File Formats

Static Information Files

Static information files are generated by sampler-cc during program compilation. They describe instrumented code but contain no information about any individual run. Think of them as an extension of the symbolic debugging information generated during normal compilation.

Embedding and Extraction

File is a bit of a misnomer. These pieces of information are not initially placed in their own files. Rather, static information is embedded directly within each instrumented object file, shared library, or executable. Custom ELF sections hold each piece of static data.

Embedding ensures that the static information remains tightly associated with the code it describes even across renaming, linking, archive extraction, etc. However, it is often useful to extract this information into a standalone form for additional analysis. The /usr/local/lib/sampler/tools/extract-section tool may be used for this purpose. It is run as follows:

extract-section {section-name} { executable | shared-library | object ...}

section-name names the ELF section containing the desired data, including a leading .. Remaining arguments are ELF executables, shared libraries, or object files. The named section is read from each of these and written to standard output in sequence.

[Note]Note

Although extract-section will happily copy data from any ELF section you name, it should only be used for extracting static sampler information. Normalization applied during extraction means that you are not seeing a byte-for-byte copy of the named section. Use objcopy for more general manipulation tasks.

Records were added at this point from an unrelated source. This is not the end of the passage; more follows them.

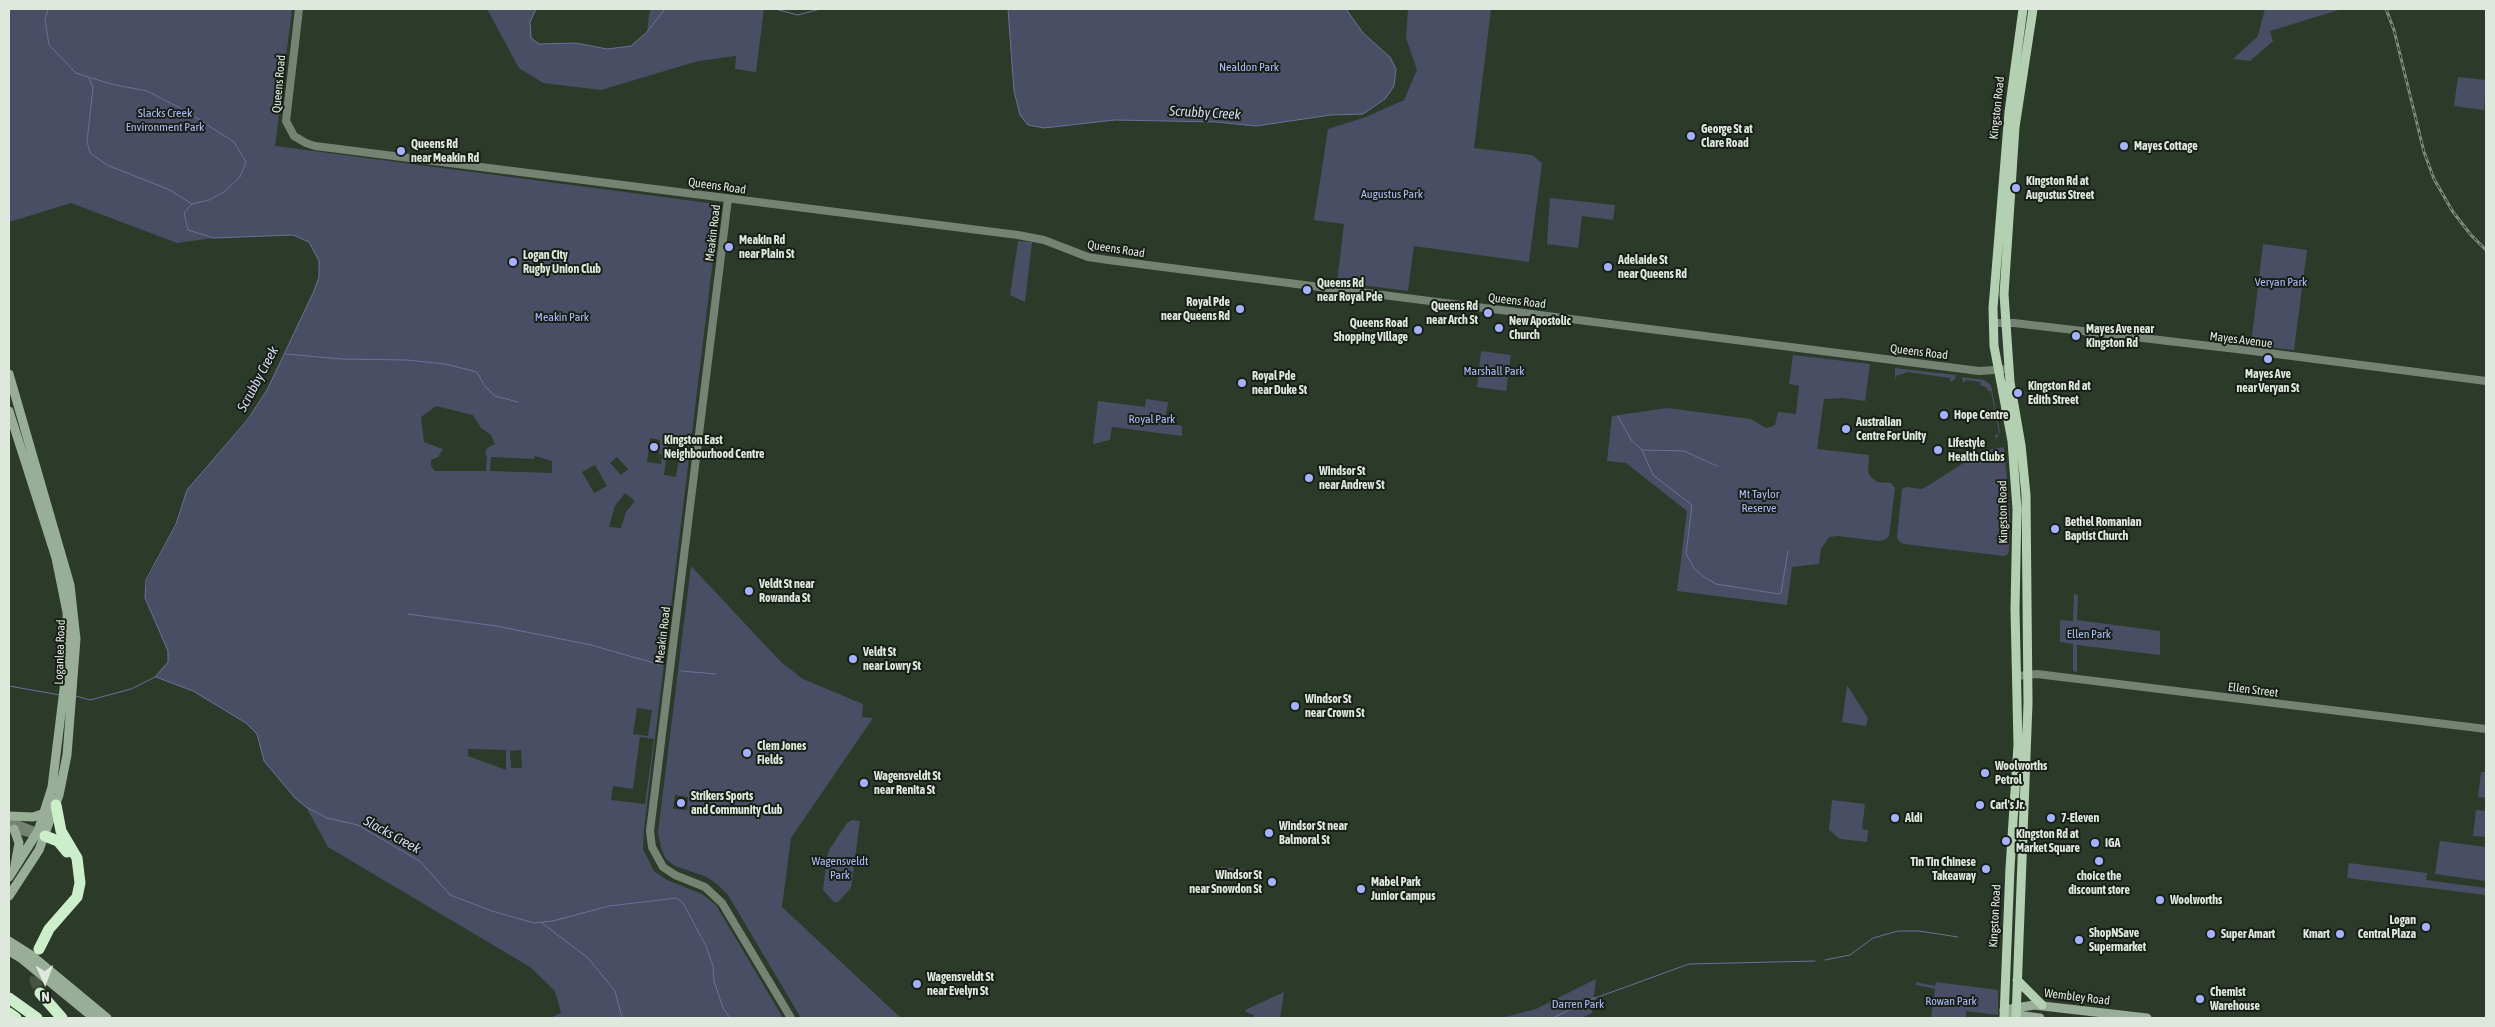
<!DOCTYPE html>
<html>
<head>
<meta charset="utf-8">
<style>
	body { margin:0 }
	#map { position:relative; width:2495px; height:1027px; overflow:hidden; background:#2b3a29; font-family:"Asap Condensed",sans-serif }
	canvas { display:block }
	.frame { position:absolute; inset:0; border:10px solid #dee8dd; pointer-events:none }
	.north { position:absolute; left:20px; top:957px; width:50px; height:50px; -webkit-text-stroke:4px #181f17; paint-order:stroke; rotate:178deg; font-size:14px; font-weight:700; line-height:20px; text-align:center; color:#dee8dd }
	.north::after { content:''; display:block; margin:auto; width:18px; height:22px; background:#dee8dd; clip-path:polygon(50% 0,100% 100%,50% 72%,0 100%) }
</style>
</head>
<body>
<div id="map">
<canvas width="2495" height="1027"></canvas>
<div class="frame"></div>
<div class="north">N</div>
</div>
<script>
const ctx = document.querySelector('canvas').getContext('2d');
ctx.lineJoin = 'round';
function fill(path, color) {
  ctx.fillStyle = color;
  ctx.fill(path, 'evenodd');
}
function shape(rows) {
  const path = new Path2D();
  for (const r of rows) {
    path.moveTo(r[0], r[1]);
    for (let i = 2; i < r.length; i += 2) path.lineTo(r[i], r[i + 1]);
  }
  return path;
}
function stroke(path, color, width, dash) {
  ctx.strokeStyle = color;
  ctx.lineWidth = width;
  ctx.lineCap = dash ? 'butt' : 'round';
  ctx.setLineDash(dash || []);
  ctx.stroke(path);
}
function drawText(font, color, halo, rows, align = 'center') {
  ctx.font = font + ' "Asap Condensed",sans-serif';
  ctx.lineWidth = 4;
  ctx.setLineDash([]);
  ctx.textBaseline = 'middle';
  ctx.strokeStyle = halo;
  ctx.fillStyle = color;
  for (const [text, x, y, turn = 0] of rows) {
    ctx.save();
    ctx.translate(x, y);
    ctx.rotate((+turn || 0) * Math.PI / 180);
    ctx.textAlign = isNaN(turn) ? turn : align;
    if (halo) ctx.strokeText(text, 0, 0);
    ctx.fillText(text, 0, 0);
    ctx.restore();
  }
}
fill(shape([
	[9,9,292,9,275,146,716,204,719,210,644,829,643,849,654,871,667,880,702,894,716,905,783,1018,550,1018,561,1013,555,991,530,967,328,847,306,807,295,798,264,761,257,734,246,723,193,691,155,677,168,662,168,651,145,598,147,580,176,525,187,490,248,420,267,390,314,291,319,277,319,261,309,242,293,235,214,238,177,243,71,203,9,222],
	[436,406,473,415,481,428,491,435,495,444,487,448,485,454,487,456,486,471,435,471,431,466,431,460,438,457,443,449,424,442,421,417],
	[650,438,660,440,659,454,662,455,661,464,647,462],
	[668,444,681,446,676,477,664,475],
	[535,456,552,461,552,473,490,471,491,457,534,459],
	[617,457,628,469,621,475,610,463],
	[595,465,607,486,594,493,582,472],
	[625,493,635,501,626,512,621,528,609,527,615,506],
	[637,708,652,710,648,736,633,734],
	[640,737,654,739,645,804,611,800,613,786,633,789],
	[468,749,506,750,506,770,468,756],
	[521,750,522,768,511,768,510,751],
	[487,9,536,9,530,22,531,37,539,44,576,43,607,49,631,46,647,32,650,9,764,9,756,72,735,69,736,56,698,61,601,90,543,83,519,68],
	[1008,9,1346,9,1363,33,1390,57,1396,69,1394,86,1385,99,1363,114,1331,115,1256,126,1216,122,1115,120,1044,128,1028,125,1020,115,1014,91],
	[1408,9,1491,9,1474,148,1532,155,1542,163,1529,262,1414,246,1408,291,1337,282,1344,224,1314,220,1328,129,1366,117,1404,100,1417,70,1406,38],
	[2265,9,2342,9,2270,31,2273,41,2250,61,2233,59,2258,36],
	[2458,77,2486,80,2484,110,2454,106],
	[1550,198,1615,205,1613,220,1582,216,1578,248,1547,244],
	[1018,241,1032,242,1025,302,1010,295],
	[2263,244,2307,250,2294,350,2251,345],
	[1481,351,1511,355,1506,391,1477,387],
	[1793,355,1870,364,1865,401,1843,398,1824,399,1817,449,1869,455,1868,472,1871,477,1877,482,1891,483,1895,488,1889,536,1886,539,1879,541,1838,536,1829,537,1821,549,1819,564,1792,567,1787,605,1677,591,1687,511,1626,463,1607,461,1612,416,1667,408,1751,419,1766,428,1771,427,1775,425,1778,412,1796,414,1799,386,1789,384],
	[1895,368,1956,375,1955,379,1950,382,1950,378,1908,372,1896,376,1895,380],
	[1962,377,1984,380,1991,385,2000,432,1996,440,1995,435,1999,434,1991,391,1988,391,1986,387,1980,385,1981,382,1966,380,1963,383],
	[1146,399,1168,402,1165,422,1182,426,1182,436,1112,427,1110,440,1093,444,1098,401,1145,407],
	[2004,447,2010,512,2009,551,2007,555,2004,556,1904,544,1900,542,1897,538,1902,489,1907,487,1921,489,1926,487,1982,451],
	[691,566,781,662,803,679,863,704,862,717,873,718,791,838,782,907,901,1018,801,1018,728,895,718,885,707,877,675,866,666,859,661,848,658,832],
	[675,795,688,797,687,810,673,809],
	[2074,594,2078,595,2077,620,2160,631,2160,655,2077,645,2077,672,2073,671,2073,644,2060,642,2060,620,2073,621],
	[1847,685,1868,718,1866,726,1842,722],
	[2481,772,2486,772,2486,798,2478,797],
	[1832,800,1865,804,1862,829,1868,830,1867,842,1840,839,1829,830],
	[2476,810,2486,811,2486,837,2473,836],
	[852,820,860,821,851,888,838,902,834,902,823,890,827,858,829,850,847,823],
	[2440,841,2486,847,2486,881,2435,874],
	[2349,863,2427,873,2426,880,2486,888,2486,895,2347,878],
	[1221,867,1247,870,1246,876,1244,878,1224,873,1221,875],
	[1596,979,1594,996,1598,1002,1593,1008,1592,1013,1582,1018,1501,1018,1536,1009],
	[1916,982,1935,986,1936,982,1998,990,1998,1015,1966,1011,1966,1018,1931,1018,1935,989,1916,985],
	[1284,992,1280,1018,1253,1018,1254,1015,1246,1012,1245,1010]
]), '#4a4e64');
stroke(shape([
	[48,9,45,20,49,45,76,73,111,84,147,91,184,110,234,142,246,162,240,177,224,192,209,200,192,204,184,213,188,230,214,238,293,235,309,242,319,261,319,277,314,291,267,390,248,419,187,490,176,524,146,580,145,598,168,651,168,662,155,677,131,689,90,700,76,696],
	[536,9,530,22,531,38,539,44,576,43,607,49,631,46,647,32,665,9],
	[775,9,798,15,820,9],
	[1008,9,1014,91,1020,115,1028,125,1044,128,1115,120,1216,122,1256,126,1331,115,1363,114,1385,99,1394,86,1396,69,1390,57,1363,33,1346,9],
	[89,78,93,88,87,141,90,153,107,165,170,190,192,204],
	[286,354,341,359,407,360,445,364,477,372,484,385,495,396,518,402],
	[1618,416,1631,440,1642,450,1653,475,1692,505,1686,554,1694,568,1704,577,1716,584,1779,594,1781,593,1788,551],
	[1642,450,1684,451,1717,466],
	[408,614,496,626,591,645,661,665],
	[681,671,716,674],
	[156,677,193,691,246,723,257,734,264,761,295,798,306,807,327,818,358,825,421,862,450,895,492,911,534,923,553,921,609,906,677,898,683,903,706,946,713,966,714,981,723,1008,730,1018],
	[9,686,60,695],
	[542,923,588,958,615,991,622,1018],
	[1825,960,1850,955,1873,938,1898,931,1919,931,1958,937],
	[1553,1018,1587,1001,1689,964,1815,961]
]), '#6a7197', 1);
stroke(shape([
	[36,960,35,980,40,993]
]), '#465444', 11, [11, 5.5]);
stroke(shape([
	[299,9,286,121,294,136,306,143,315,146,1018,235,1044,240,1088,257,1108,260,1979,371,2009,369],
	[728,199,650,831,652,847,663,867,675,875,705,887,722,903,791,1018],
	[1993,323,2014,323,2245,350,2486,381],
	[2017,676,2037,674,2486,729],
	[9,821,42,834],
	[9,828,40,836]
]), '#758374', 8);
stroke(shape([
	[9,374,70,585,76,639,67,755,59,795,39,850,9,896],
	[9,411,56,558,67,612,68,638,67,665,52,787,38,831,9,877],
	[9,816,33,817,45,813],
	[14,829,19,843,15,865],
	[9,941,31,955,107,1018],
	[9,951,22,959,94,1018],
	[2004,1010,2034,1005,2147,1018],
	[2009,1014,2040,1018]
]), '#99ae97', 9);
stroke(shape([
	[2017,980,2042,1005],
	[2004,1018,2010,868,2018,745,2015,609,2017,509,2012,441,1994,346,1993,308,2009,112,2023,9],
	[2016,1018,2028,703,2026,495,2021,445,2010,382,2004,294,2015,127,2033,9]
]), '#b4d0b2', 9);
stroke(shape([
	[45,836,58,841,67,852],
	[39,949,49,929,77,897,80,883,77,858,61,831,56,805],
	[40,993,62,1018],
	[9,998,37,1018],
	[9,1013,16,1018]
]), '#cdeeca', 11);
const rail = shape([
	[2386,9,2394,30,2424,152,2434,179,2453,212,2471,235,2486,250]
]);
stroke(rail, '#7e8a7c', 3);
stroke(rail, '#181f17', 1, [4]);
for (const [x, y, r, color] of [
	[1691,136,5,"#a5b1fc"],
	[2124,146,5,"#a5b1fc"],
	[401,151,5,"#a5b1fc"],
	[2016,188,5,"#a5b1fc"],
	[729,247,5,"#a5b1fc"],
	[513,262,5,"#a5b1fc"],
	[1608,267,5,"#a5b1fc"],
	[1307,290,5,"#a5b1fc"],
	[1240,309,5,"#a5b1fc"],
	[1488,313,5,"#a5b1fc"],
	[1499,328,5,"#a5b1fc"],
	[1418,330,5,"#a5b1fc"],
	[2076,336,5,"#a5b1fc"],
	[2268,359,5,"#a5b1fc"],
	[1242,383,5,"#a5b1fc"],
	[2018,393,5,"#a5b1fc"],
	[1944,415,5,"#a5b1fc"],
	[1846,429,5,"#a5b1fc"],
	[654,447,5,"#a5b1fc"],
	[1938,450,5,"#a5b1fc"],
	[1309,478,5,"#a5b1fc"],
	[2055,529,5,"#a5b1fc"],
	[749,591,5,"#a5b1fc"],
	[853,659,5,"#a5b1fc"],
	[1295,706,5,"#a5b1fc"],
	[747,753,5,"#a5b1fc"],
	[1985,773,5,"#a5b1fc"],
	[864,783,5,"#a5b1fc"],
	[681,803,5,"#a5b1fc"],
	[1980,805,5,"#a5b1fc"],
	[1895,818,5,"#a5b1fc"],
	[2051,818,5,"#a5b1fc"],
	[1269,833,5,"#a5b1fc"],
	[2006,841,5,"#a5b1fc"],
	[2095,843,5,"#a5b1fc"],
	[2099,861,5,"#a5b1fc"],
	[1986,869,5,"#a5b1fc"],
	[1272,882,5,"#a5b1fc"],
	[1361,889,5,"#a5b1fc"],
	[2160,900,5,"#a5b1fc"],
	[2426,927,5,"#a5b1fc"],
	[2211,934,5,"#a5b1fc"],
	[2340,934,5,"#a5b1fc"],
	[2079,940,5,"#a5b1fc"],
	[917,984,5,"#a5b1fc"],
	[2200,999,5,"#a5b1fc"]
]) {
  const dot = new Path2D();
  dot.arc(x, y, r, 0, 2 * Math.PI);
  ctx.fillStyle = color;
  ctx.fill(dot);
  stroke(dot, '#181f17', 2);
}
drawText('12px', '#b2bcfc', '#181f17', [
	["Nealdon Park",1249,67],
	["Slacks Creek",165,113],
	["Environment Park",165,127],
	["Augustus Park",1392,194],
	["Veryan Park",2281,282],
	["Meakin Park",562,317],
	["Marshall Park",1494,371],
	["Royal Park",1152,419],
	["Mt Taylor",1759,494],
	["Reserve",1759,508],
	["Ellen Park",2089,634],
	["Wagensveldt",840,861],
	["Park",840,875],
	["Rowan Park",1951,1001],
	["Darren Park",1578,1004]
]);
drawText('12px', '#dee8dd', '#181f17', [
	["Queens Road",279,84,-85],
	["Kingston Road",1997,108,-84],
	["Queens Road",717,186,8],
	["Meakin Road",713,233,-83],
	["Queens Road",1116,249,9],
	["Queens Road",1517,301,7],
	["Mayes Avenue",2241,340,7],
	["Queens Road",1919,352,7],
	["Kingston Road",2003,512,-91],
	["Meakin Road",663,635,-83],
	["Loganlea Road",60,652,-88],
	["Ellen Street",2253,690,7],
	["Kingston Road",1995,916,-87],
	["Wembley Road",2077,997,7]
]);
drawText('bold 12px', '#dee8dd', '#181f17', [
	["George St at",1701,129],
	["Clare Road",1701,143],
	["Queens Rd",411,144],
	["near Meakin Rd",411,158],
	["Mayes Cottage",2134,146],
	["Kingston Rd at",2026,181],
	["Augustus Street",2026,195],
	["Meakin Rd",739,240],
	["near Plain St",739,254],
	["Logan City",523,255],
	["Rugby Union Club",523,269],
	["Adelaide St",1618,260],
	["near Queens Rd",1618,274],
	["Queens Rd",1317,283],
	["near Royal Pde",1317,297],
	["Royal Pde",1230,302,"right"],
	["near Queens Rd",1230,316,"right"],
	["Queens Rd",1478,306,"right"],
	["near Arch St",1478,320,"right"],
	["New Apostolic",1509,321],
	["Church",1509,335],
	["Queens Road",1408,323,"right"],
	["Shopping Village",1408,337,"right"],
	["Mayes Ave near",2086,329],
	["Kingston Rd",2086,343],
	["Mayes Ave",2268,374,"center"],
	["near Veryan St",2268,388,"center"],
	["Royal Pde",1252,376],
	["near Duke St",1252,390],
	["Kingston Rd at",2028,386],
	["Edith Street",2028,400],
	["Hope Centre",1954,415],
	["Australian",1856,422],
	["Centre For Unity",1856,436],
	["Kingston East",664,440],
	["Neighbourhood Centre",664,454],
	["Lifestyle",1948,443],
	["Health Clubs",1948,457],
	["Windsor St",1319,471],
	["near Andrew St",1319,485],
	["Bethel Romanian",2065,522],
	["Baptist Church",2065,536],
	["Veldt St near",759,584],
	["Rowanda St",759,598],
	["Veldt St",863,652],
	["near Lowry St",863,666],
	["Windsor St",1305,699],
	["near Crown St",1305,713],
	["Clem Jones",757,746],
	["Fields",757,760],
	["Woolworths",1995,766],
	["Petrol",1995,780],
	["Wagensveldt St",874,776],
	["near Renita St",874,790],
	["Strikers Sports",691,796],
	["and Community Club",691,810],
	["Carl's Jr.",1990,805],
	["Aldi",1905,818],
	["7-Eleven",2061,818],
	["Windsor St near",1279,826],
	["Balmoral St",1279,840],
	["Kingston Rd at",2016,834],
	["Market Square",2016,848],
	["IGA",2105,843],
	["Tin Tin Chinese",1976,862,"right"],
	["Takeaway",1976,876,"right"],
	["Windsor St",1262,875,"right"],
	["near Snowdon St",1262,889,"right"],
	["choice the",2099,876,"center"],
	["discount store",2099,890,"center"],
	["Mabel Park",1371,882],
	["Junior Campus",1371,896],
	["Woolworths",2170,900],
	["Logan",2416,920,"right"],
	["Central Plaza",2416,934,"right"],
	["ShopNSave",2089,933],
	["Supermarket",2089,947],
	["Super Amart",2221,934],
	["Kmart",2330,934,"right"],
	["Wagensveldt St",927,977],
	["near Evelyn St",927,991],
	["Chemist",2210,992],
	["Warehouse",2210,1006]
], 'left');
drawText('italic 14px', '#d4d9f3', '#181f17', [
	["Scrubby Creek",1205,113,3],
	["Scrubby Creek",258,379,-62],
	["Slacks Creek",392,835,29]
]);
</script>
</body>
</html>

When shipping precompiled binaries to large numbers of users, you should extract, save, and then remove the sampler's static data sections from your binaries. This data can be large, and the typical end user does not need to download, store, or use it. Removal is made easier by the fact that all of these extra ELFsections are marked as debugging sections: the standard strip will remove them along with all other debug information. Our RPM building tools do exactly this, and save the extracted static data files in auxiliary *-samplerinfo packages analogous to Red Hat's *-debuginfo packages. The *-samplerinfo packages are available for all to see, but typically only a developer would download and install them.

Site Information

The site information file lists the instrumentation sites added to each compilation unit. This is the main key used to decode dynamic feedback reports. When embedded within an instrumented binary, it is always found in the .debug_site_info ELF section. When extracted into a standalone file, it is conventionally stored with the extension .sites.

The format of this file is a hybrid of XML and tab-delimited columnar data. This is intended as a compromise between structure, efficiency of storage, and ease of processing.

Compilation Units and Schemes

At the top level, a static site information file consists of a sequence of sections marked by XML-style sites tags:

<sites unit="unit signature" scheme="scheme name">
…
</sites>
<sites unit="unit signature" scheme="scheme name">
…
</sites>
⋮
<sites unit="unit signature" scheme="scheme name">
…
</sites>

[Note]Note

Unlike true XML, there is no prologue and no single root tag. The first line is the <sites> start tag for the first compilation unit and the last line is the </sites> end tag for the last compilation unit.

A single <sites></sites> section describes the instrumentation sites for one compilation unit with one instrumentation scheme. Each sites start tag carries two attributes:

unit

a 128-bit identifying signature for this compilation unit expressed as 32 lower case hexadecimal digits

scheme

the name of an instrumentation scheme as given to sampler-cc's -fsampler-scheme flag

When data is collected during a run, it is also marked with these same two attributes. Thus this (unit signature, scheme name) pair serves to connect dynamic data with the static sites that collected it.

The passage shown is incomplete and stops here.